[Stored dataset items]

^^^^^^^^^^^^^^^^

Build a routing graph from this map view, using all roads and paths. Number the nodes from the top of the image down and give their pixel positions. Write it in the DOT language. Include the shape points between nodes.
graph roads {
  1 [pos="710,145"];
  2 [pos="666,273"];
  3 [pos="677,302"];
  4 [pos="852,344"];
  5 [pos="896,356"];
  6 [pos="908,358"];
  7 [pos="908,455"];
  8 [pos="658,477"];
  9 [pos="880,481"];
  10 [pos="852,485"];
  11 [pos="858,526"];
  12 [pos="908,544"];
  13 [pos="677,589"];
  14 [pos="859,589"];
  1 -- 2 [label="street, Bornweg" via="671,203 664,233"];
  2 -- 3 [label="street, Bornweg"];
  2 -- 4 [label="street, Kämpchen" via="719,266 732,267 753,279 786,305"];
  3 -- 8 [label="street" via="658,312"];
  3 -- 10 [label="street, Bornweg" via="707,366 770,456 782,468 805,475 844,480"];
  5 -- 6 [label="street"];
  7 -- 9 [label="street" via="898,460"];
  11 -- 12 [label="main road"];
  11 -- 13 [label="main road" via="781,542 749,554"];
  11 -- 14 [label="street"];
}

^^^^^^^^^^^^^^^^

**What you are asked to do:** Please set down each line of the records exactly as given.

**Problem solution:**
Build a routing graph from this map view, using all roads and paths. Number the nodes from the top of the image down and give their pixel positions. Write it in the DOT language. Include the shape points between nodes.
graph roads {
  1 [pos="710,145"];
  2 [pos="666,273"];
  3 [pos="677,302"];
  4 [pos="852,344"];
  5 [pos="896,356"];
  6 [pos="908,358"];
  7 [pos="908,455"];
  8 [pos="658,477"];
  9 [pos="880,481"];
  10 [pos="852,485"];
  11 [pos="858,526"];
  12 [pos="908,544"];
  13 [pos="677,589"];
  14 [pos="859,589"];
  1 -- 2 [label="street, Bornweg" via="671,203 664,233"];
  2 -- 3 [label="street, Bornweg"];
  2 -- 4 [label="street, Kämpchen" via="719,266 732,267 753,279 786,305"];
  3 -- 8 [label="street" via="658,312"];
  3 -- 10 [label="street, Bornweg" via="707,366 770,456 782,468 805,475 844,480"];
  5 -- 6 [label="street"];
  7 -- 9 [label="street" via="898,460"];
  11 -- 12 [label="main road"];
  11 -- 13 [label="main road" via="781,542 749,554"];
  11 -- 14 [label="street"];
}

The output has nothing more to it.